The first idea, the idea about the man at the bottom coming out on top,
is expressed in this puppet-play in the person of Dr. Faustus' servant,
Caspar. Sentimental old Tones, regretting the feudal times, sometimes
complain that in these days Jack is as good as his master. But most of
the actual tales of the feudal times turn on the idea that Jack is much
better than his master, and certainly it is so in the case of Caspar and
Faust. The play ends with the damnation of the learned and illustrious
doctor, followed by a cheerful and animated dance by Caspar, who has
been made watchman of the city.
But there was a much keener stroke of mediaeval irony earlier in the
play. The learned doctor has been ransacking all the libraries of the
earth to find a certain rare formula, now almost unknown, by which he
can control the infernal deities. At last he procures the one precious
volume, opens it at the proper page, and leaves it on the table while
he seeks some other part of his magic equipment. The servant comes
in, reads off the formula, and immediately becomes an emperor of
the elemental spirits. He gives them a horrible time. He summons and
dismisses them alternately with the rapidity of a piston-rod working at
high speed; he keeps them flying between the doctor's house and their
own more unmentionable residences till they faint with rage and fatigue.

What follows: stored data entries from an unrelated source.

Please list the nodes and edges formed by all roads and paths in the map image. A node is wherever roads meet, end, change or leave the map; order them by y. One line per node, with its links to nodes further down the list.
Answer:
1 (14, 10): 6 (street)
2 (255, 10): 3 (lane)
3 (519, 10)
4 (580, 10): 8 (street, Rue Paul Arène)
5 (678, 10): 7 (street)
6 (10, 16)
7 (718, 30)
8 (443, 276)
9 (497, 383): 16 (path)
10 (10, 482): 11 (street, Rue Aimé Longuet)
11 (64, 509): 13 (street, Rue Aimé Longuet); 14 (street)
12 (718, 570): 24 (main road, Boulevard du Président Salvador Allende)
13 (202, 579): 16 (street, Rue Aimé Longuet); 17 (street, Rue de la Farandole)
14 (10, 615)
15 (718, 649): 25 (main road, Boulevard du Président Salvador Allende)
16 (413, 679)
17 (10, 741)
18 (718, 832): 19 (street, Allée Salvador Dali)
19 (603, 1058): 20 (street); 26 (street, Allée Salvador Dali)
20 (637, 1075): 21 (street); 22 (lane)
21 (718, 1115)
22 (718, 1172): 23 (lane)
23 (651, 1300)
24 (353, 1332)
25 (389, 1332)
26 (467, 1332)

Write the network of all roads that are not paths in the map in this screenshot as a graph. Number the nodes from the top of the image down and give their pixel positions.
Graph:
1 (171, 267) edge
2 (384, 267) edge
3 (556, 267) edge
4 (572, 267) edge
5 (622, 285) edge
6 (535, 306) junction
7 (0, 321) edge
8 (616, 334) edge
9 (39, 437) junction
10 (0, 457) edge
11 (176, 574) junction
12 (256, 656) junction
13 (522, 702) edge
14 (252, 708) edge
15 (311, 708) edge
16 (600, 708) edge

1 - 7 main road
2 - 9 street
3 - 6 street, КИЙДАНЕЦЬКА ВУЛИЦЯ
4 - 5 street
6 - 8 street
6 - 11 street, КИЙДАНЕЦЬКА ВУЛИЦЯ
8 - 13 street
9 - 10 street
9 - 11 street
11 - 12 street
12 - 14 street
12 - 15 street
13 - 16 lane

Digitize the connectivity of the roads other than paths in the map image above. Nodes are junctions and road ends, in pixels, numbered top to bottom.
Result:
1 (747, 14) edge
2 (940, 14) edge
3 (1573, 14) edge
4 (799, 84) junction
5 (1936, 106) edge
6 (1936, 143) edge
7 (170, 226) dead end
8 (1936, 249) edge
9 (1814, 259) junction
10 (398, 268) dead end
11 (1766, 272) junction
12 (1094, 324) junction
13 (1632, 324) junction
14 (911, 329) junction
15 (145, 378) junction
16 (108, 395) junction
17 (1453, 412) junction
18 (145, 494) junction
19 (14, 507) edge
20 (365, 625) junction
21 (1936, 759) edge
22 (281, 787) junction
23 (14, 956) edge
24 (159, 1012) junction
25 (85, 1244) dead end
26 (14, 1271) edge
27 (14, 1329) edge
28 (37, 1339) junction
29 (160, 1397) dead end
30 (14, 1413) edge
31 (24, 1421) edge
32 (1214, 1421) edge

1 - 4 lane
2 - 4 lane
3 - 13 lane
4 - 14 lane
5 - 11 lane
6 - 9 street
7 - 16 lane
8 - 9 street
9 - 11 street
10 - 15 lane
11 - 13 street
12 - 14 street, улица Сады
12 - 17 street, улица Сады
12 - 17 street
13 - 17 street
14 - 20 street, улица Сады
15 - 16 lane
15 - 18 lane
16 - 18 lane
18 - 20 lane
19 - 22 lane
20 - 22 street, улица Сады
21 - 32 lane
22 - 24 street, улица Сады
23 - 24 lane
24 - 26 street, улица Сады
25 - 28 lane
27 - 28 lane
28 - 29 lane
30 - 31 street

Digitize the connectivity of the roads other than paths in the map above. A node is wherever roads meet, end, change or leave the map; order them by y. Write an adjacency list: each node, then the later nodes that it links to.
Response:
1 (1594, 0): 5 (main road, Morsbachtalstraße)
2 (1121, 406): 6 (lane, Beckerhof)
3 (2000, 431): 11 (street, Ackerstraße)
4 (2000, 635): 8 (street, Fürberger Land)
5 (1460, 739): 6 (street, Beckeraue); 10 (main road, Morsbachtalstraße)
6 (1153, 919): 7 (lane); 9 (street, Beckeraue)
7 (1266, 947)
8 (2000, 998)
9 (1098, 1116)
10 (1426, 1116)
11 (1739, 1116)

There is all the best of the Middle Ages in that; the idea of the great
levellers, luck and laughter; the idea of a sense of humour defying and
dominating hell.
One of the best points in the play as performed in this Yorkshire town
was that the servant Caspar was made to talk Yorkshire, instead of the
German rustic dialect which he talked in the original. That also smacks
of the good air of that epoch. In those old pictures and poems they
always made things living by making them local. Thus, queerly enough,
the one touch that was not in the old mediaeval version was the most
mediaeval touch of all.
That other ancient and Christian jest, that a wife is a holy terror,
occurs in the last scene, where the doctor (who wears a fur coat
throughout, to make him seem more offensively rich and refined) is
attempting to escape from the avenging demons, and meets his old servant
in the street. The servant obligingly points out a house with a blue
door, and strongly recommends Dr. Faustus to take refuge in it.